İngiltere’de aynı dönemde yerel olimpiyat oyunları denemeleri yapılıyordu. Coubertin, Much Wenlock Olimpiyat Oyunlarını izlemek için gittiği İngiltere’den olimpiyat oyunlarını yeniden canlandırmak fikriyle dönmüştü.

23 Haziran 1894’te Olimpiyat Oyunlarının yeniden canlandırılmasını ve Uluslararası Olimpiyat Komitesi’nin kurulmasını sağlamıştı. 1896 -1925 yılları arasında IOC’nin başkanlığını yapmış, 2 Eylül 1937’de İsviçre’de vefat etmiştir.

Olimpiyat Oyunlarının Yeniden Canlandırılması

Coubertin, Antik Yunan eğitim sistemi, İngiliz okul sporu ve Much Wenlock Olimpiyat Oyunlarının kurucusu Brookes’tan etkilenerek olimpiyat oyunlarını yeniden canlandırma düşüncesine kapılmıştı. 1892’de kamuoyuna açıkladığı fikri ilgi görmedi. Amacından vazgeçmeyen Coubertin, 23 Haziran 1894’te Modern Olimpiyat Oyunlarını ve Uluslararası Olimpiyat Komitesi’ni kurdu. Oyunlar, sadece amatör sporcuların katılımıyla dört yılda bir yapılacak, her olimpiyat IOC’nin seçtiği farklı şehirlerde organize edilecekti. Dil, din, ırk ayrımı olmadan herkesin katılabileceği oyunlarda siyasi ve politik etkinliklere yer verilmeyecekti.

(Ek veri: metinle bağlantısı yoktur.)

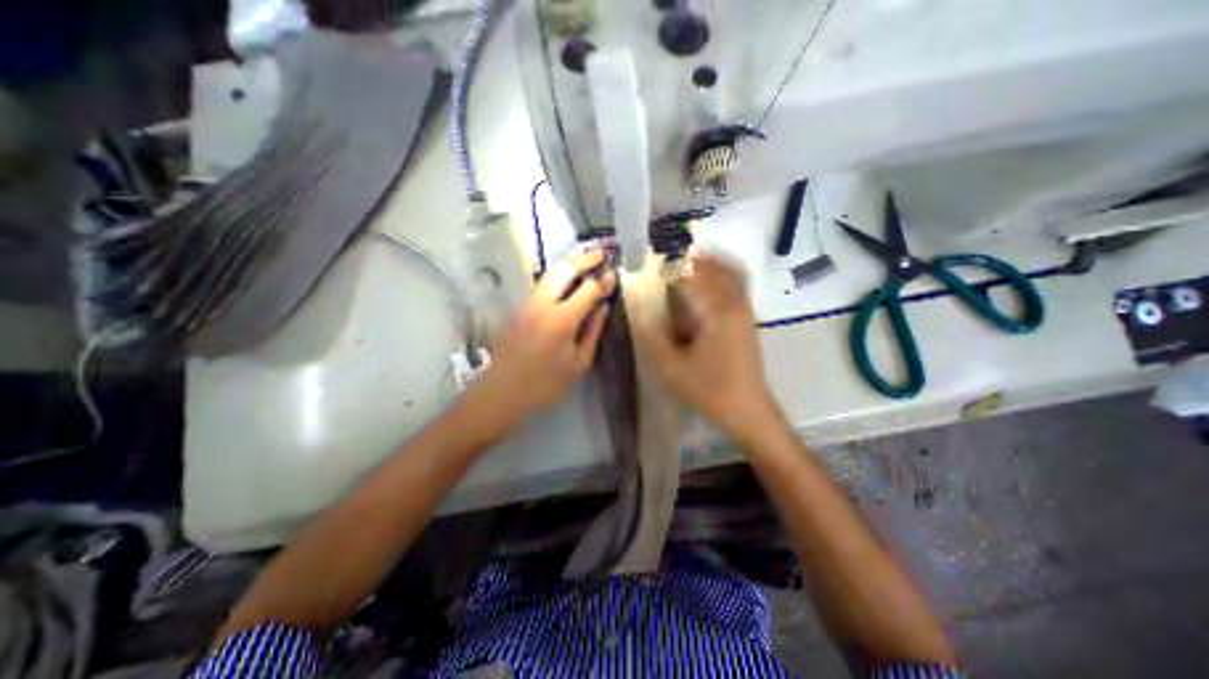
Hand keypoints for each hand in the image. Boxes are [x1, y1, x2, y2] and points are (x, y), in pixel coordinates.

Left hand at [473, 249, 615, 429]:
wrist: (500, 393)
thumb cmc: (544, 385)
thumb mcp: (577, 364)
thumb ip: (592, 332)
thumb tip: (603, 308)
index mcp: (562, 320)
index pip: (588, 289)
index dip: (604, 281)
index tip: (614, 273)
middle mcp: (543, 304)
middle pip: (565, 269)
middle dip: (584, 258)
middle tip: (600, 254)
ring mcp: (528, 303)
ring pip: (550, 273)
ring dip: (569, 263)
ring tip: (586, 258)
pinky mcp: (518, 308)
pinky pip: (542, 284)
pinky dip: (558, 275)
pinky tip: (567, 278)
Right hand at [628, 252, 778, 438]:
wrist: (748, 410)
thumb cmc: (710, 390)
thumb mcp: (672, 369)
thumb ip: (652, 340)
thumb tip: (638, 315)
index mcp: (715, 314)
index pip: (691, 277)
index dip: (671, 265)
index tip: (653, 259)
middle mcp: (734, 305)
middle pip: (715, 268)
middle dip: (692, 258)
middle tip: (669, 258)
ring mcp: (744, 312)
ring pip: (730, 275)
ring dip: (709, 265)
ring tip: (686, 264)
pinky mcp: (747, 321)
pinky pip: (736, 288)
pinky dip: (721, 278)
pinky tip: (705, 287)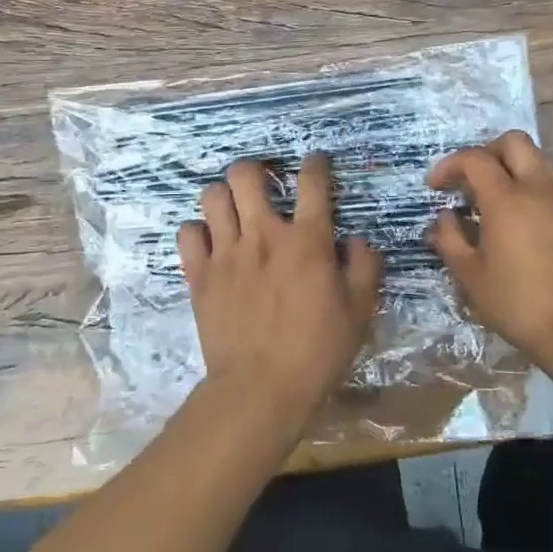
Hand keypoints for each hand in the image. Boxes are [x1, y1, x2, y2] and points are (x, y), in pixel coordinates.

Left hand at [179, 153, 384, 438]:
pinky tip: (210, 243)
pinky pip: (188, 232)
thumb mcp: (359, 311)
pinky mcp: (199, 274)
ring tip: (233, 210)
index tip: (316, 163)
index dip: (315, 164)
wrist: (260, 388)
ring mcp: (226, 252)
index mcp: (307, 240)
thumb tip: (355, 239)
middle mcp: (263, 234)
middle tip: (263, 183)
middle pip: (246, 174)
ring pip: (212, 196)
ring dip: (224, 196)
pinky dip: (198, 231)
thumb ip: (364, 267)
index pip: (312, 182)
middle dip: (255, 169)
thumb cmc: (316, 351)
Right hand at [427, 131, 552, 370]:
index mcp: (508, 199)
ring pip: (536, 159)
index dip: (449, 166)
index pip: (475, 159)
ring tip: (489, 201)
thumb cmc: (517, 303)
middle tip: (467, 181)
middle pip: (513, 142)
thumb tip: (444, 218)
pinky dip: (528, 186)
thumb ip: (450, 239)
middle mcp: (539, 189)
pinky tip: (515, 221)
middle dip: (485, 152)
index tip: (434, 187)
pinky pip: (549, 183)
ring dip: (509, 168)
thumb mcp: (470, 275)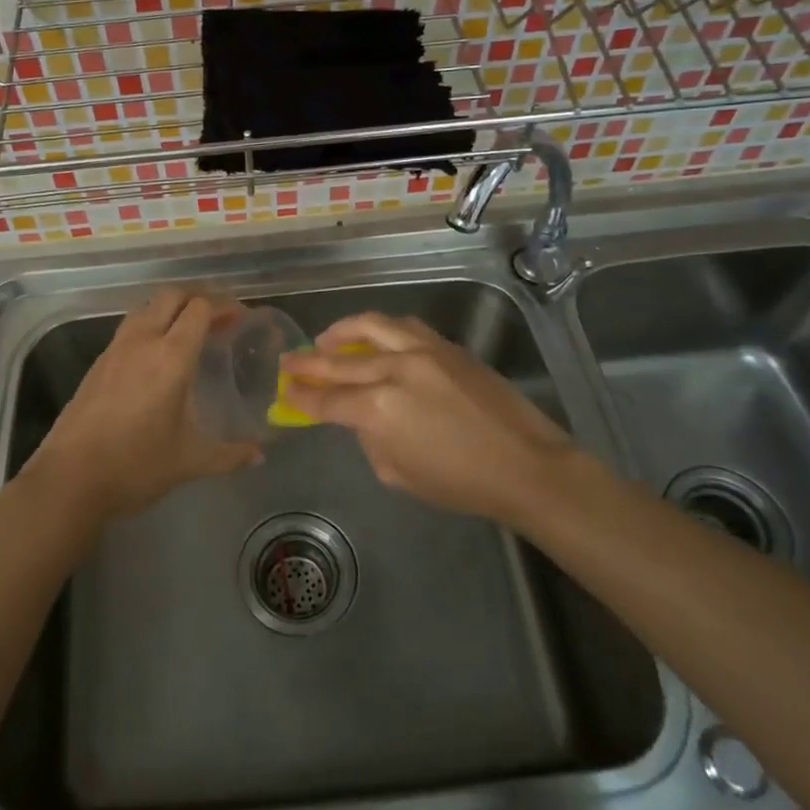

6-15 Nisan 1896 tarihleri arasında Atina’da yapılan ilk oyunlarda; 14 ülkeden, 241 sporcu yarıştı. 1900 Paris ve 1904 St. Louis Oyunları’nın Dünya Sergisi kapsamında yapılması birçok sorunu beraberinde getirdi. Kadınlar olimpiyatlarda ilk kez Paris’te yarıştı. St. Louis’de sporcuların %90’ı Amerika kıtasındandı. İkinci ve üçüncü oyunların başarısızlığı sonucu Yunanlılar 1906’da gayriresm îbir olimpiyat düzenlediler. 1908 Londra Oyunları’nda ana etkinlikler 13 günlük bir dönemde yapılırken Türkiye’den oyunlara ilk katılım gerçekleşti. 1912 Stokholm Oyunları, olimpiyatların sürdürülebilirliğini garanti altına aldı. Oyunlara Osmanlı Devleti’nden iki sporcu katıldı. 1916 Berlin, 1940 Tokyo ve 1944 Londra Oyunları, Dünya Savaşları nedeniyle yapılamadı.

Olimpizm

Baron Pierre de Coubertin tarafından Antik Yunan’daki ideal insan anlayışına öykünerek ortaya atılan olimpizm düşüncesi; spor yoluyla, uyumlu, saygın ve barışçıl ideal insanı yetiştirmeye yönelik bir yaşam felsefesidir. Bu felsefe bedenin, iradenin ve zihnin niteliklerinin etkileşimine dayanır.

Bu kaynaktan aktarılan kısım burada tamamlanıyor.